Consider a flagship luxury car that’s priced below most of the competition while performing on par and offering the requisite comfort and convenience features. The new kid might just be showing up the regulars.
It starts with the mechanical goodies. The twin-turbo 3.3-liter V6 underhood is more than a little frisky, thanks to 376 lb-ft of thrust and 365 ponies. While one needs to wind the motor to six grand for maximum horsepower, peak torque is available from 1,300 rpm on up to 4,500. That makes it readily available for passing and merging.
As is often the case, selecting Sport mode makes the car a bit responsive to throttle and steering inputs, and the steering gets a little heavier and tighter, while selecting Comfort softens it up. Placed in Sport mode, it’s no sport sedan, but it’s good enough to spice up your commute, at least a little.
The adaptive suspension (with electronic dampers) certainly helps in this regard, although the picture isn’t perfect. While the ride is smooth, just like the engine, there is some body roll in cornering, and a fair amount of float and wallow is present. I found the car was best piloted in the default drive mode, but if you like your luxury ride to be pillow-like, Comfort is there for you, for better and for worse. The G90 is capable of handling relatively well, considering its size and mission, but it is bedeviled by some of the handling flaws that are often apparent in cars of this size.

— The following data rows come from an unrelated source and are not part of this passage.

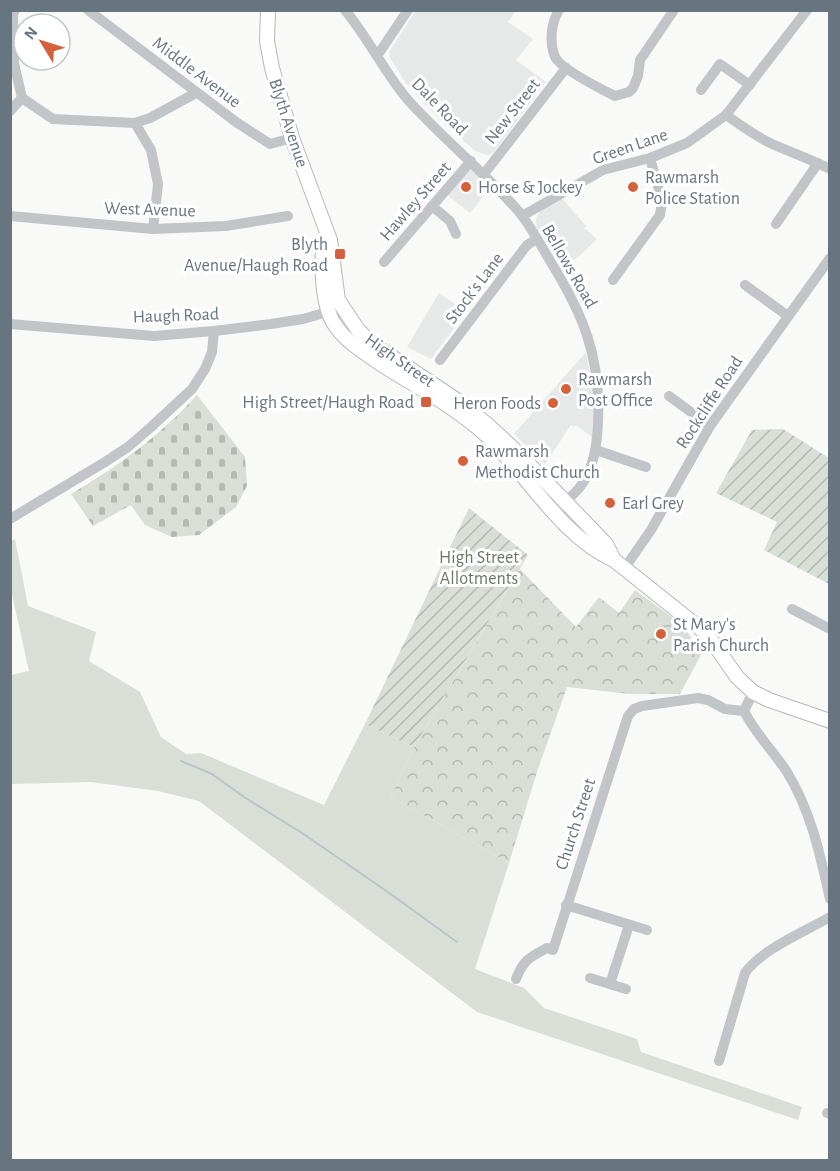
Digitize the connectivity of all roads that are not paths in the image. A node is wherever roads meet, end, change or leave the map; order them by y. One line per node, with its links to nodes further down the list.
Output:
1 (15, 10): 14 (street)
2 (268, 10): 18 (main road, Blyth Avenue)
3 (345, 10): 9 (street, Dale Road)
4 (408, 10): 9 (street)
5 (559, 10): 10 (street)
6 (674, 10): 10 (street)
7 (807, 10): 11 (street, Green Lane)
8 (90, 11): 13 (street, Middle Avenue)
9 (377, 56): 20 (street, Dale Road)
10 (566, 68): 23 (street, New Street)
11 (750, 85): 12 (street); 16 (street, Green Lane)
12 (701, 90)
13 (196, 93): 17 (street); 18 (street, Middle Avenue)
14 (22, 98): 15 (street); 17 (street)
15 (10, 111)
16 (726, 115): 19 (street, Green Lane); 21 (street)
17 (135, 123): 29 (street)
18 (292, 138): 30 (main road, Blyth Avenue)
19 (650, 158): 27 (street, Green Lane); 35 (street)
20 (471, 161): 23 (street, Dale Road); 24 (street, Hawley Street)
21 (818, 163): 22 (street); 28 (street)
22 (830, 170)
23 (484, 174): 27 (street, Dale Road)
24 (432, 206): 31 (street); 34 (street, Hawley Street)
25 (10, 216): 29 (street, West Avenue)
26 (288, 216): 29 (street, West Avenue)
27 (522, 216): 32 (street, Bellows Road)
28 (776, 224)
29 (153, 229)
30 (327, 233): 37 (main road, High Street)
31 (456, 234)
32 (537, 239): 41 (street, Stock's Lane); 44 (street, Bellows Road)
33 (830, 258): 38 (street, Rockcliffe Road)
34 (384, 262)
35 (613, 280)
36 (745, 285): 38 (street)
37 (335, 309): 40 (street, Haugh Road); 46 (main road, High Street); 47 (main road, High Street)
38 (788, 316): 43 (street, Rockcliffe Road)
39 (10, 324): 40 (street, Haugh Road)
40 (214, 331): 48 (street)
41 (440, 360)
42 (669, 396): 43 (street)
43 (710, 426): 49 (street, Rockcliffe Road)
44 (596, 450): 45 (street); 46 (street, Bellows Road)
45 (646, 467)
46 (564, 502): 47 (street, Bellows Road); 49 (main road, High Street)
47 (554, 512): 49 (main road, High Street)
48 (10, 519)
49 (619, 564): 52 (main road, High Street)
50 (792, 609): 51 (street)
51 (830, 629)
52 (753, 692): 53 (street); 54 (main road)
53 (744, 711): 55 (street); 56 (street, Church Street)
54 (830, 721)
55 (830, 899)
56 (566, 905): 58 (street); 61 (street, Church Street)
57 (830, 917): 64 (street)
58 (629, 925): 59 (street); 62 (street)
59 (647, 930)
60 (590, 978): 62 (street)
61 (516, 979)
62 (610, 984): 63 (street)
63 (626, 989)
64 (719, 1061)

In other words, it’s a big car, and it drives like one at times. “Float on” isn’t just a hit from early-2000s hipster darlings Modest Mouse, it’s applicable here.

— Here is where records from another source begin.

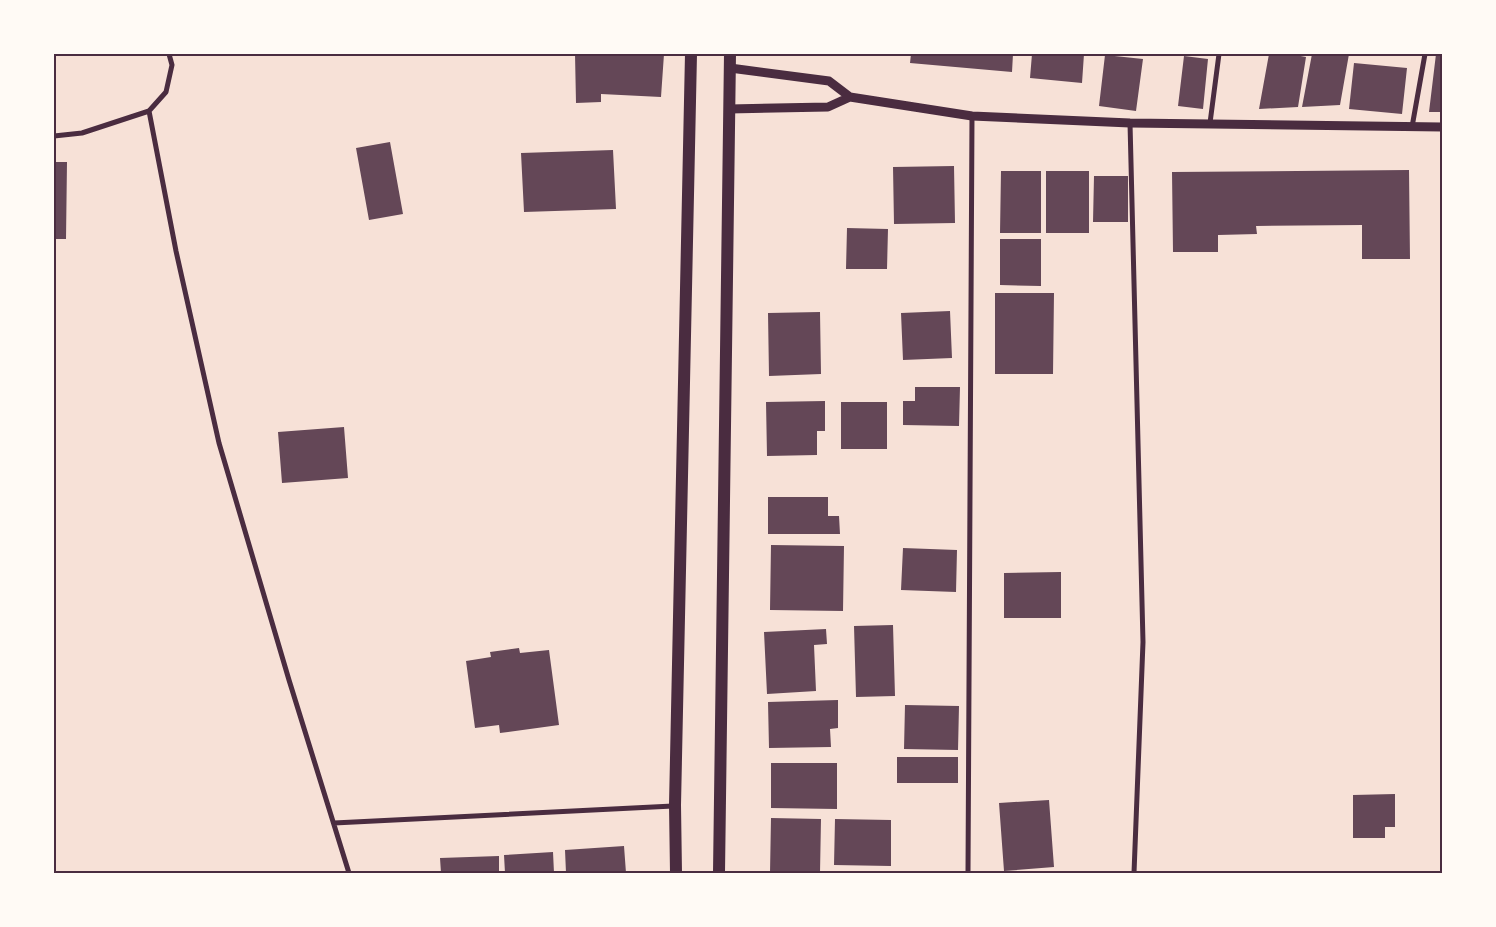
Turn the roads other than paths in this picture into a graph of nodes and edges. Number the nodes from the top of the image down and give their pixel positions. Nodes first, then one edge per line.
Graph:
1 (169, 54) edge
2 (690, 54) edge
3 (730, 54) edge
4 (1219, 54) edge
5 (1425, 54) edge
6 (730, 68) junction
7 (850, 97) junction
8 (729, 109) junction
9 (149, 110) junction
10 (972, 116) junction
11 (1130, 123) junction
12 (1210, 123) junction
13 (1412, 127) junction
14 (1442, 127) edge
15 (54, 136) edge
16 (676, 806) junction
17 (334, 824) junction
18 (349, 873) edge
19 (676, 873) edge
20 (719, 873) edge
21 (968, 873) edge
22 (1134, 873) edge

1 - 9 street
2 - 16 main road
3 - 6 main road
4 - 12 street
5 - 13 street
6 - 7 street
6 - 8 main road
7 - 8 street
7 - 10 street
8 - 20 main road
9 - 15 street
9 - 17 street
10 - 11 street
10 - 21 street
11 - 12 street
11 - 22 street
12 - 13 street
13 - 14 street
16 - 17 street
16 - 19 main road
17 - 18 street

Snow Belters take note – this car had all-wheel drive.
This car is also a looker. It’s undergone a refresh, with the grille being the most noticeable change among a host of styling adjustments. Only the roof and door panels carry over, yet the grille is the most noticeable difference, along with new wheels.
Yes, that new cross-hatched grille, which is shaped sort of like a baseball home plate drawn by a drunk, is big. But it works. The lower part of the fascia is nicely connected, and a strip bisecting each headlamp gives the car an upscale look. A big part of the reason the big grille seems to work is that it punctuates the long hood nicely.
The car is more sedate moving towards the back, giving off an understated luxury vibe.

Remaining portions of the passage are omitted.